Princess Eugenie of Sweden - Biography

Biography

Eugénie was born to King Oscar I of Sweden and Josephine of Leuchtenberg. She had weak health from birth, and it was therefore decided early that she should not marry. She did accompany her brother Charles to Prussia in 1846 with the thought that she might be presented there as a prospective bride, but no serious negotiations were ever made.

She said that this gave her the opportunity to live an independent life. When unmarried adult women in Sweden were granted legal majority in 1858 (initially only if they applied for it), she became perhaps the first woman in Sweden to request, and be granted, legal independence. When the siblings were little, one of their teachers took ill with tuberculosis, but was allowed to remain in employment, which may have affected the health of some of the children. Eugenie sometimes felt alone as a child: she was later to say, that during her childhood, she had the wish to be a boy just like her brothers were.

In 1852, during the royal family's visit in Oslo, several of them were taken ill. Eugenie had pneumonia, and her health never fully recovered from this. She also lost her "darling brother"; Prince Gustaf, Duke of Uppland, her favorite among her siblings, which affected her. She was an active Christian and interested in spiritual things. She was however, not a believer of any Christian belief in particular, but listened to several different Christian branches.

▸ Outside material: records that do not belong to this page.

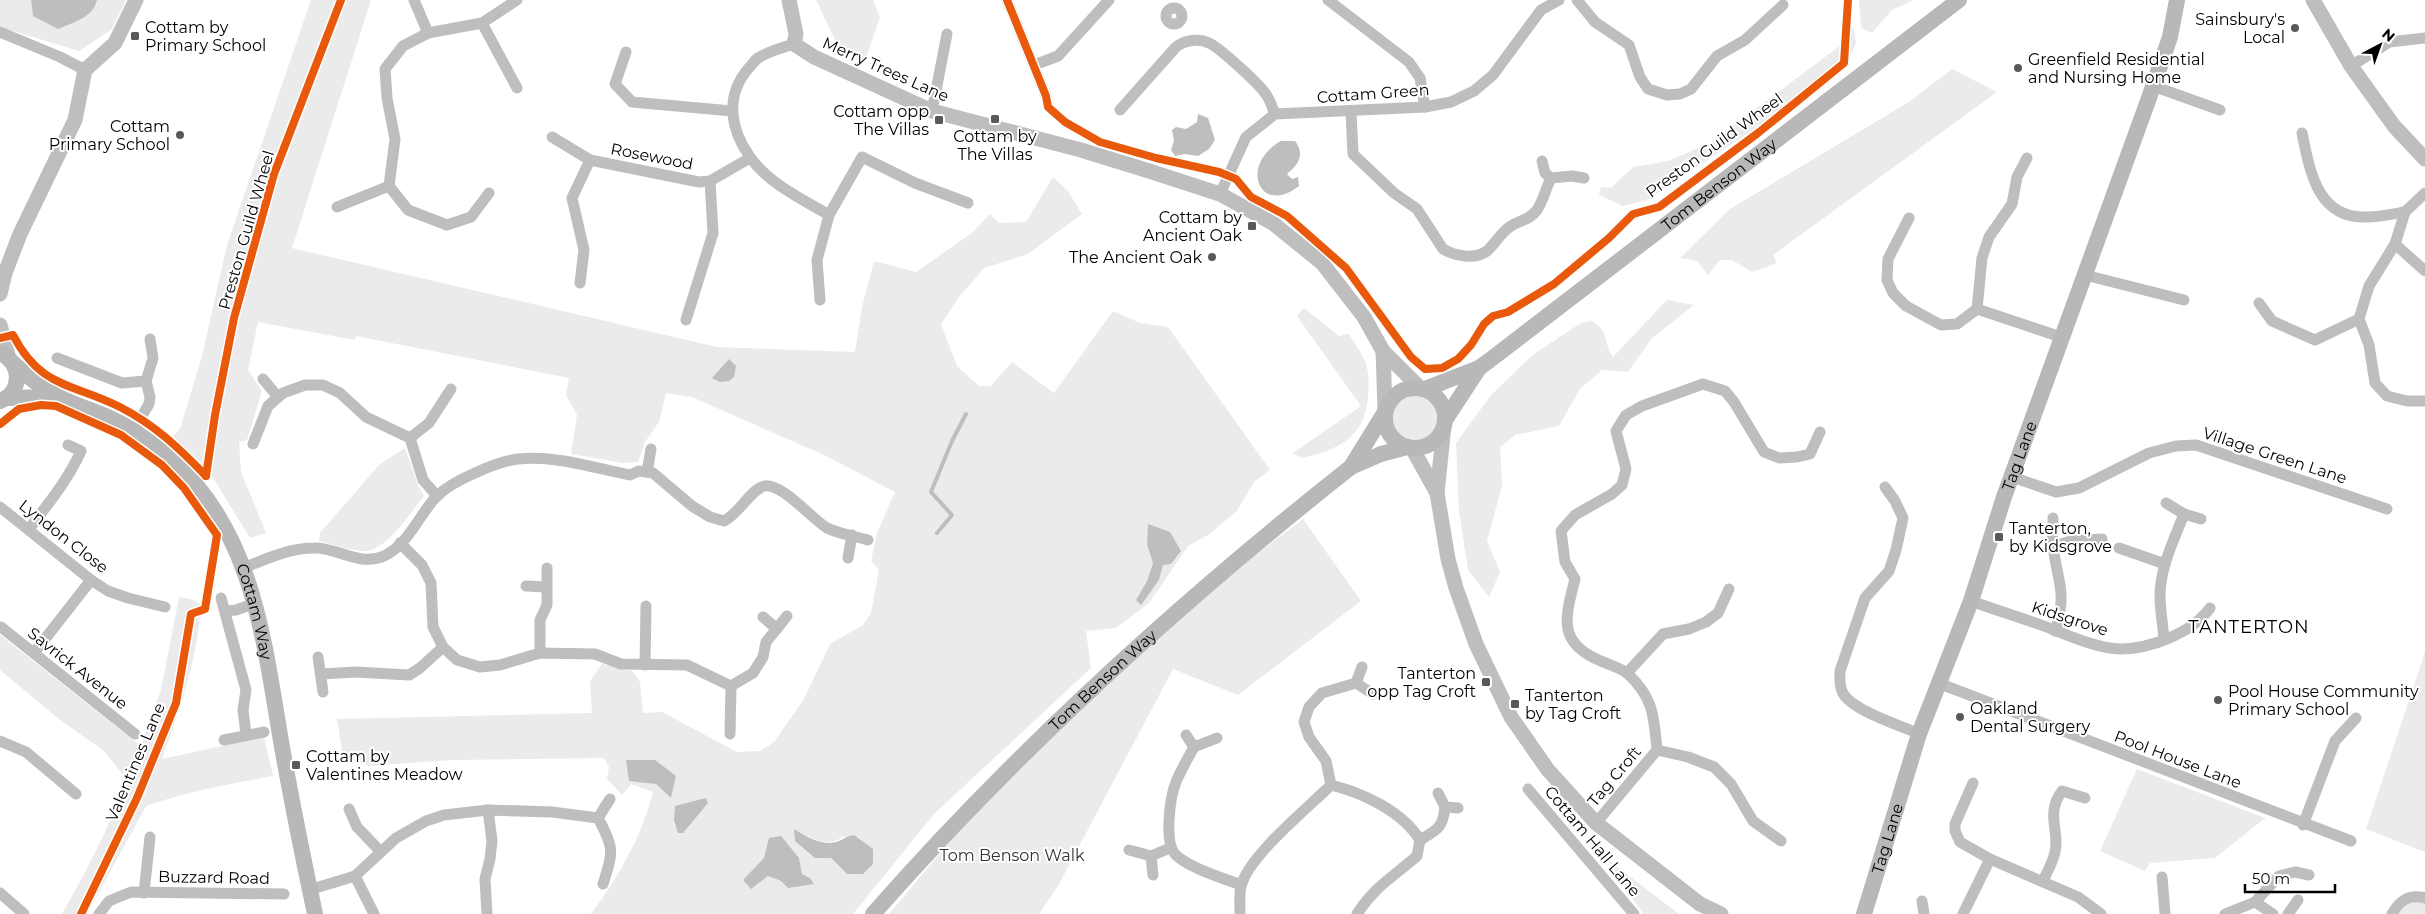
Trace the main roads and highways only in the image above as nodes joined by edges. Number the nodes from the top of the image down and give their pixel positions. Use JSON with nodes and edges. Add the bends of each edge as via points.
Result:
{"nodes":[{"id":1,"x":1959,"y":0,"type":"edge"},
{"id":2,"x":2177,"y":0,"type":"edge"},
{"id":3,"x":8,"y":359,"type":"edge"},
{"id":4,"x":1479,"y":368,"type":"junction"},
{"id":5,"x":1422,"y":388,"type":"junction"},
{"id":6,"x":58,"y":397,"type":"junction"},
{"id":7,"x":3,"y":401,"type":"edge"},
{"id":8,"x":1385,"y":410,"type":"junction"},
{"id":9,"x":1445,"y":423,"type":"junction"},
{"id":10,"x":1410,"y":448,"type":"junction"},
{"id":11,"x":1351,"y":467,"type":"junction"},
{"id":12,"x":314,"y":914,"type":"edge"},
{"id":13,"x":873,"y":914,"type":"edge"},
{"id":14,"x":1864,"y":914,"type":"edge"}],
"edges":[{"from":1,"to":4,"type":"main road","name":"Tom Benson Way"},
{"from":2,"to":14,"type":"main road","name":"Tag Lane","via":[[2170,37],[2061,337],[1971,601],[1919,734]]},
{"from":3,"to":6,"type":"main road","name":"Cottam Way"},
{"from":3,"to":7,"type":"main road","via":[[17,371],[16,386]]},
{"from":4,"to":5,"type":"main road","name":"Tom Benson Way"},
{"from":4,"to":9,"type":"main road","name":"Tom Benson Way"},
{"from":5,"to":8,"type":"main road","via":[[1411,387],[1395,394]]},
{"from":5,"to":9,"type":"main road","via":[[1440,401]]},
{"from":6,"to":7,"type":"main road","name":"Cottam Way"},
{"from":6,"to":12,"type":"main road","name":"Cottam Way","via":[[133,431],[170,458],[206,495],[228,530],[245,567],[256,603]]},
{"from":8,"to":10,"type":"main road","via":[[1384,421],[1392,438]]},
{"from":8,"to":11,"type":"main road","name":"Tom Benson Way"},
{"from":9,"to":10,"type":"main road","via":[[1440,436],[1432,443],[1422,448]]},
{"from":10,"to":11,"type":"main road","name":"Tom Benson Way","via":[[1381,454]]},
{"from":11,"to":13,"type":"main road","name":"Tom Benson Way","via":[[1192,599],[1085,694],[950,830]]}]}
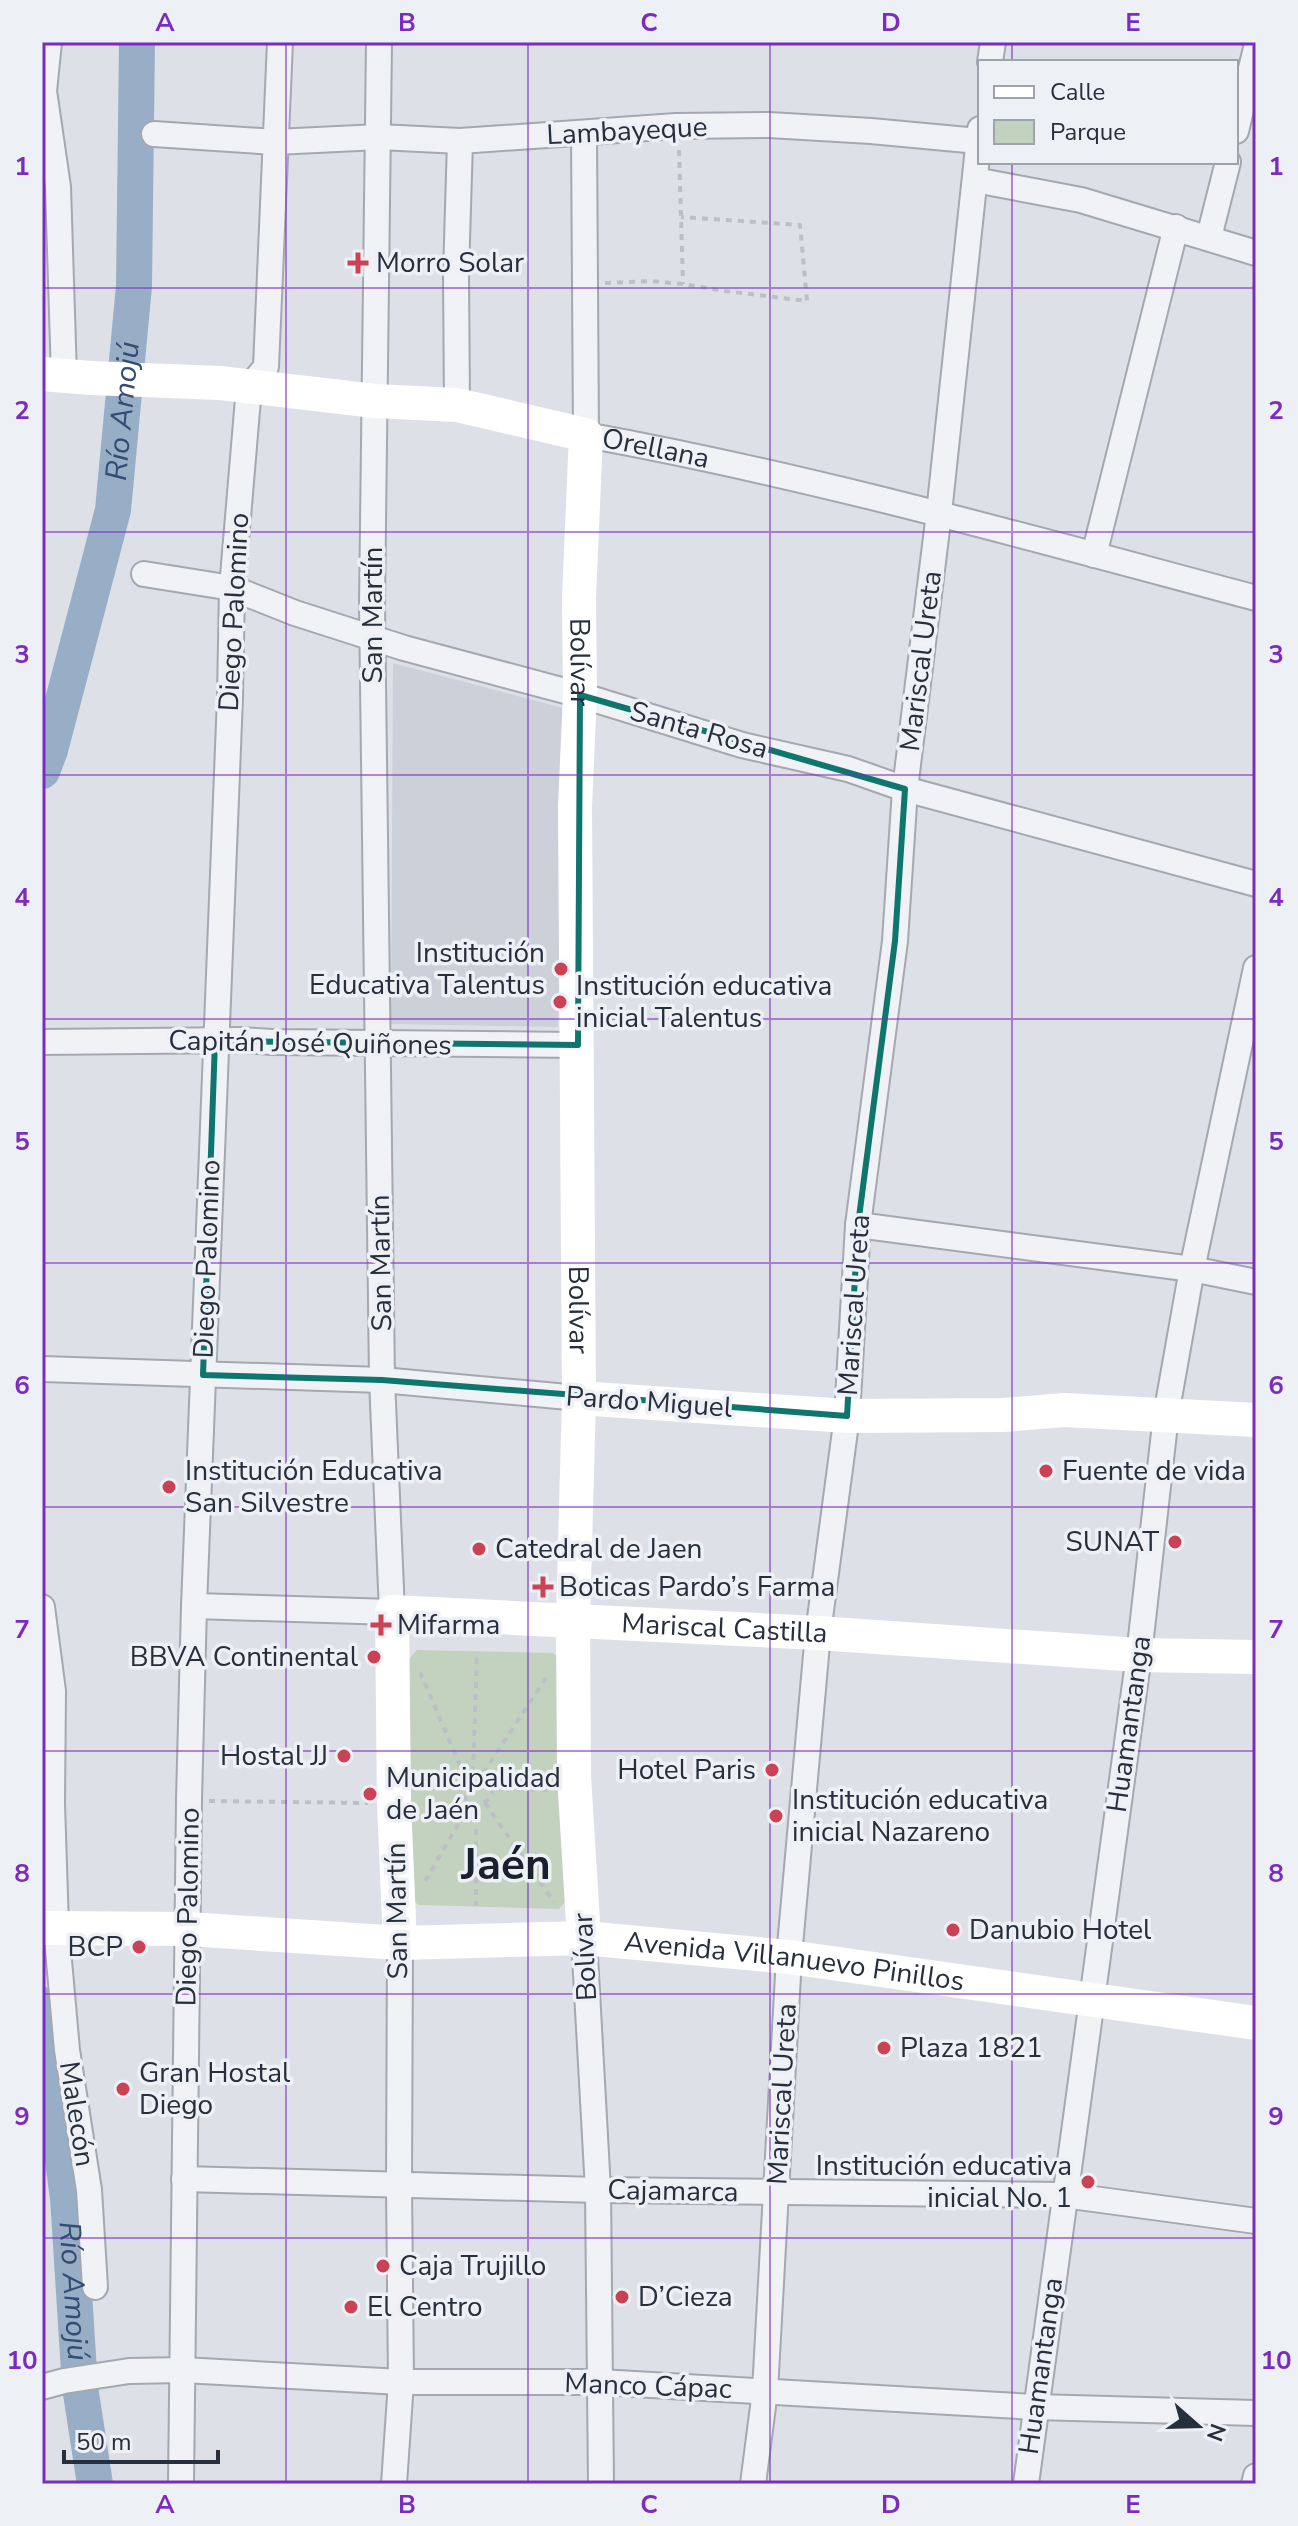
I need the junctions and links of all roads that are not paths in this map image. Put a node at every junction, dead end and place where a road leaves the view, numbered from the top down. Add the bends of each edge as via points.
1 (49, 42) edge
2 (280, 42) edge
3 (379, 42) edge
4 (1256, 48) edge
5 (43, 91) edge
6 (1238, 123) edge
7 (154, 134) dead end
8 (584, 134) junction
9 (978, 135) edge
10 (379, 137) junction
11 (460, 141) junction
12 (275, 142) junction
13 (978, 146) edge
14 (1227, 164) edge
15 (975, 180) junction
16 (1176, 227) junction
17 (1209, 237) junction
18 (1256, 253) edge
19 (56, 376) edge
20 (249, 387) junction
21 (375, 401) junction
22 (457, 405) junction
23 (586, 435) junction
24 (939, 513) junction
25 (1094, 555) junction
26 (144, 574) dead end
27 (232, 588) junction
28 (1256, 598) edge
29 (372, 637) junction
30 (580, 695) junction
31 (905, 789) junction
32 (1256, 884) edge
33 (1256, 968) edge
34 (215, 1041) junction
35 (42, 1042) edge
36 (378, 1042) junction
37 (578, 1045) junction
38 (858, 1225) junction
39 (1192, 1269) junction
40 (1256, 1282) edge
41 (42, 1369) edge
42 (203, 1375) junction
43 (382, 1380) junction
44 (579, 1398) junction
45 (1166, 1415) junction
46 (847, 1416) junction
47 (1256, 1420) edge
48 (194, 1606) junction
49 (42, 1607) edge
50 (392, 1612) junction
51 (573, 1620) junction
52 (818, 1633) junction
53 (1139, 1655) junction
54 (1256, 1657) edge
55 (47, 1927) edge
56 (188, 1929) junction
57 (584, 1938) junction
58 (400, 1943) junction
59 (789, 1957) junction
60 (1092, 2001) junction
61 (1256, 2023) edge
62 (184, 2179) junction
63 (399, 2185) junction
64 (598, 2190) junction
65 (778, 2192) junction
66 (1064, 2195) junction
67 (1256, 2221) edge
68 (95, 2287) dead end
69 (183, 2370) junction
70 (401, 2382) junction
71 (600, 2382) junction
72 (53, 2384) edge
73 (765, 2391) junction
74 (1035, 2407) junction
75 (1256, 2413) edge
76 (1256, 2476) edge
77 (181, 2484) edge
78 (394, 2484) edge
79 (601, 2484) edge
80 (753, 2484) edge
81 (1026, 2484) edge
82 (1254, 2484) edge

1 - 5 street
2 - 12 street, Diego Palomino
3 - 10 street, San Martín
4 - 6 street
5 - 19 street via 58,187
7 - 12 street, Lambayeque
8 - 9 street, Lambayeque via 769,125
8 - 11 street, Lambayeque
8 - 23 street, Bolívar
10 - 11 street, Lambayeque
10 - 12 street, Lambayeque
10 - 21 street, San Martín
11 - 22 street
12 - 20 street, Diego Palomino via 266,367
13 - 15 street, Mariscal Ureta
14 - 17 street
15 - 16 street via 1081,200
15 - 24 street, Mariscal Ureta
16 - 17 street
16 - 25 street
17 - 18 street
19 - 20 street, Orellana
20 - 21 street, Orellana
20 - 27 street, Diego Palomino
21 - 22 street, Orellana
21 - 29 street, San Martín
22 - 23 street, Orellana
23 - 24 street, Orellana
23 - 30 street, Bolívar
24 - 25 street, Orellana
24 - 31 street, Mariscal Ureta
25 - 28 street, Orellana
26 - 27 street, Santa Rosa
27 - 29 street, Santa Rosa
27 - 34 street, Diego Palomino
29 - 30 street, Santa Rosa
29 - 36 street, San Martín
30 - 31 street, Santa Rosa
30 - 37 street, Bolívar via 575,806
31 - 32 street, Santa Rosa
31 - 38 street, Mariscal Ureta via 895,941
33 - 39 street, Huamantanga
34 - 35 street, Capitán José Quiñones
34 - 36 street, Capitán José Quiñones
34 - 42 street, Diego Palomino
36 - 37 street, Capitán José Quiñones
36 - 43 street, San Martín
37 - 44 street, Bolívar
38 - 39 street
38 - 46 street, Mariscal Ureta
39 - 40 street
39 - 45 street, Huamantanga
41 - 42 street, Pardo Miguel
42 - 43 street, Pardo Miguel
42 - 48 street, Diego Palomino
43 - 44 street, Pardo Miguel
43 - 50 street, San Martín
44 - 46 street, Pardo Miguel
44 - 51 street, Bolívar
45 - 46 street, Pardo Miguel via 1064,1410
45 - 47 street, Pardo Miguel
45 - 53 street, Huamantanga
46 - 52 street, Mariscal Ureta
48 - 50 street, Mariscal Castilla
48 - 56 street, Diego Palomino
49 - 55 street, Malecón via 53,1691
50 - 51 street, Mariscal Castilla
50 - 58 street, San Martín via 402,1796
51 - 52 street, Mariscal Castilla
51 - 57 street, Bolívar via 574,1776
52 - 53 street, Mariscal Castilla
52 - 59 street, Mariscal Ureta
53 - 54 street, Mariscal Castilla
53 - 60 street, Huamantanga
55 - 56 street, Avenida Villanuevo Pinillos
55 - 68 street, Malecón via 89,2190
56 - 58 street, Avenida Villanuevo Pinillos
56 - 62 street, Diego Palomino
57 - 58 street, Avenida Villanuevo Pinillos
57 - 59 street, Avenida Villanuevo Pinillos
57 - 64 street, Bolívar
58 - 63 street, San Martín
59 - 60 street, Avenida Villanuevo Pinillos
59 - 65 street, Mariscal Ureta
60 - 61 street, Avenida Villanuevo Pinillos
60 - 66 street, Huamantanga
62 - 63 street, Cajamarca
62 - 69 street, Diego Palomino
63 - 64 street, Cajamarca
63 - 70 street, San Martín
64 - 65 street, Cajamarca
64 - 71 street, Bolívar
65 - 66 street, Cajamarca
65 - 73 street, Mariscal Ureta
66 - 67 street, Cajamarca
66 - 74 street, Huamantanga
69 - 70 street, Manco Cápac
69 - 72 street, Manco Cápac via 129,2371
69 - 77 street, Diego Palomino
70 - 71 street, Manco Cápac
70 - 78 street, San Martín
71 - 73 street, Manco Cápac
71 - 79 street, Bolívar
73 - 74 street, Manco Cápac
73 - 80 street, Mariscal Ureta
74 - 75 street, Manco Cápac
74 - 81 street, Huamantanga
76 - 82 street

Eugenie was interested in many forms of art. She composed music, wrote poems, sculptured and painted the everyday life of the royal court. One of her friends was the writer Lina Sandell. Some of her designs were made into porcelain ornaments in Rörstrand and Gustavsberg. The most well-known piece of art attributed to her (incorrectly, however) is a drawing of a child and a dog called "Can't You Speak?", which became very popular as such an ornament. She wrote a book, Svenska prinsessor (English:Swedish Princesses), which was published in 1864 with a German book she had translated to Swedish, and her work was represented at the Stockholm Art Exhibition of 1866.

She used the income from her art to finance her social projects. Royal women were expected to take up charitable causes, but it is said that Eugenie's interest in social issues was genuine and not a duty. She freely gave away her money, to such an extent that her brother, the king, gave instructions to the governors in the cities his sister visited to "protect" his sister from "insolent beggars."

She had pneumonia several times, and was forced to confine herself to the few warm rooms in the royal palace during the winters. Her poor health gave her an interest in medicine, and she founded two orphanages and a home for incurables near her summer residence, Fridhem on Gotland, an island were she spent her summers since 1859. She founded an organization to help the handicapped and terminally ill children (1879), as well as Eugeniahemmet, a hospital for sick children (1882).